Mecz Legii Warszawa z Realem Betis odbył się niemal dokładnie dwa tygodnie temu. I tyle czasu potrzebowała UEFA, by "wycenić" zachowanie kibiców stołecznej drużyny podczas tej rywalizacji.
Przypomnijmy, że fani Legii odpalili mnóstwo rac przed rozpoczęciem meczu i zaprezentowali efektowną oprawę. Tyleż efektowną, co - jak się okazało - bardzo kosztowną.

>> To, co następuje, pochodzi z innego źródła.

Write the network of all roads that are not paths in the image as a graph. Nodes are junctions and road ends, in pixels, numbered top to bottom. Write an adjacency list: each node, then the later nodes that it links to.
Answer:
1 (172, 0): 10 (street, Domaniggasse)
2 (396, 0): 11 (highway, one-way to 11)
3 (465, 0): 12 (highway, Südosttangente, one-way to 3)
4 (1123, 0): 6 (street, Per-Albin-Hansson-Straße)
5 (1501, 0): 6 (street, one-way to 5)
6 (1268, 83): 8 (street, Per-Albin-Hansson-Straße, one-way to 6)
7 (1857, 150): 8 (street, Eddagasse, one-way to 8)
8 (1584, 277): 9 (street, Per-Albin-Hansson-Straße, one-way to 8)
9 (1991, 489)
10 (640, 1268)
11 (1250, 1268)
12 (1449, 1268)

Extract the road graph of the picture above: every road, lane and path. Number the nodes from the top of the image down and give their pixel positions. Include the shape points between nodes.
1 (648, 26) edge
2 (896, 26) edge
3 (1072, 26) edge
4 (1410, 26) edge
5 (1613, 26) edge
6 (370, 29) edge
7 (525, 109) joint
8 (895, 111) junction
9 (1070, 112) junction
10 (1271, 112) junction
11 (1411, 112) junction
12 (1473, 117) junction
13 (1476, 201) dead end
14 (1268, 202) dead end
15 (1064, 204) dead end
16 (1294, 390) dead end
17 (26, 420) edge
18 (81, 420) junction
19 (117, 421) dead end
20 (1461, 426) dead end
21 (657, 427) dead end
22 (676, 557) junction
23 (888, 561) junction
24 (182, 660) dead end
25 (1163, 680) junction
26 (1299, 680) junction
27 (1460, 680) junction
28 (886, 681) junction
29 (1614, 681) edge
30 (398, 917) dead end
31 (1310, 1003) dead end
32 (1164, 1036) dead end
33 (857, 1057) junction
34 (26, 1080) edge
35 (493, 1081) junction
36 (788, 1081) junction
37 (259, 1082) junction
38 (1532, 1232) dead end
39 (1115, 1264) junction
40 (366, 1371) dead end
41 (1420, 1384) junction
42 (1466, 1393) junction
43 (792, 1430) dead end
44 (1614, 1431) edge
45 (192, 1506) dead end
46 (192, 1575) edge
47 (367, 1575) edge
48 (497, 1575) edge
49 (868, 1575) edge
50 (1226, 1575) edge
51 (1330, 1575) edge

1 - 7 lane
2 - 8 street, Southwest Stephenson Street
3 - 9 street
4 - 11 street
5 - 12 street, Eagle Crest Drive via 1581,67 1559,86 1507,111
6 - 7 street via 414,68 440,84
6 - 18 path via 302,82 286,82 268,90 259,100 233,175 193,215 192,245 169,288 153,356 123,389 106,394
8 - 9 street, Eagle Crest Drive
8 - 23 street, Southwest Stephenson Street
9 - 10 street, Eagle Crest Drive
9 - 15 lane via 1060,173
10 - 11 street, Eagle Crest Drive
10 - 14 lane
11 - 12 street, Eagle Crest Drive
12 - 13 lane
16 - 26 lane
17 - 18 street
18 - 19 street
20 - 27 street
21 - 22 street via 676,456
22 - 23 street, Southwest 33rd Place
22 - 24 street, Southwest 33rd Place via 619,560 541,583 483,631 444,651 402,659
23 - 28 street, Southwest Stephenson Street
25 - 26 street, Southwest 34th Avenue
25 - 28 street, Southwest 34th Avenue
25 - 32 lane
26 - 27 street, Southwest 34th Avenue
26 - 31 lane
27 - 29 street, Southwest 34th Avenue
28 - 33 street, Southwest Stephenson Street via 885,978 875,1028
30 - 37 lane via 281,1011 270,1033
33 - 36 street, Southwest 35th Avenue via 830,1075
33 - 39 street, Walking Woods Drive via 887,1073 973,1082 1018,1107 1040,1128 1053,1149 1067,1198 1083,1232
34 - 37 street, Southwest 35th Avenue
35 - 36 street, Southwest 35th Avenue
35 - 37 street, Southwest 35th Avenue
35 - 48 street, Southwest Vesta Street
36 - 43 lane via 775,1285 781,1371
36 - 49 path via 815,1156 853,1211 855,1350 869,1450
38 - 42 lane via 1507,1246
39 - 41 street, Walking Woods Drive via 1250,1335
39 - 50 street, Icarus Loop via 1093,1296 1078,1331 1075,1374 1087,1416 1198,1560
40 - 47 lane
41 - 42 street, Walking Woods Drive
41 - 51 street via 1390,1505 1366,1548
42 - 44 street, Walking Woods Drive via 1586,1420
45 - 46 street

UEFA nie miała litości i ukarała Legię za zachowanie kibiców grzywną w wysokości 80 tys. euro. 50 tys. za odpalenie środków pirotechnicznych, 20 tys. euro za niedrożne ciągi komunikacyjne, a 10 tys. euro za opóźnienie rozpoczęcia spotkania (z uwagi na odpalenie wspomnianych rac).
80 tys. euro to w przeliczeniu ponad 340 tys. złotych.
Ponadto zdyskwalifikowany na jeden mecz został trener Goncalo Feio (wykonanie kary zostało zawieszone na okres jednego roku), a inny członek sztabu szkoleniowego Maciej Treutz-Kuszyński "odpocznie" w najbliższym spotkaniu w Lidze Konferencji.
O ile w przypadku tego drugiego chodzi o niesportowe zachowanie, o tyle ciekawa jest argumentacja w odniesieniu do Feio. Tu czytamy, że Portugalczyk odpowie za... opóźnienie rozpoczęcia meczu.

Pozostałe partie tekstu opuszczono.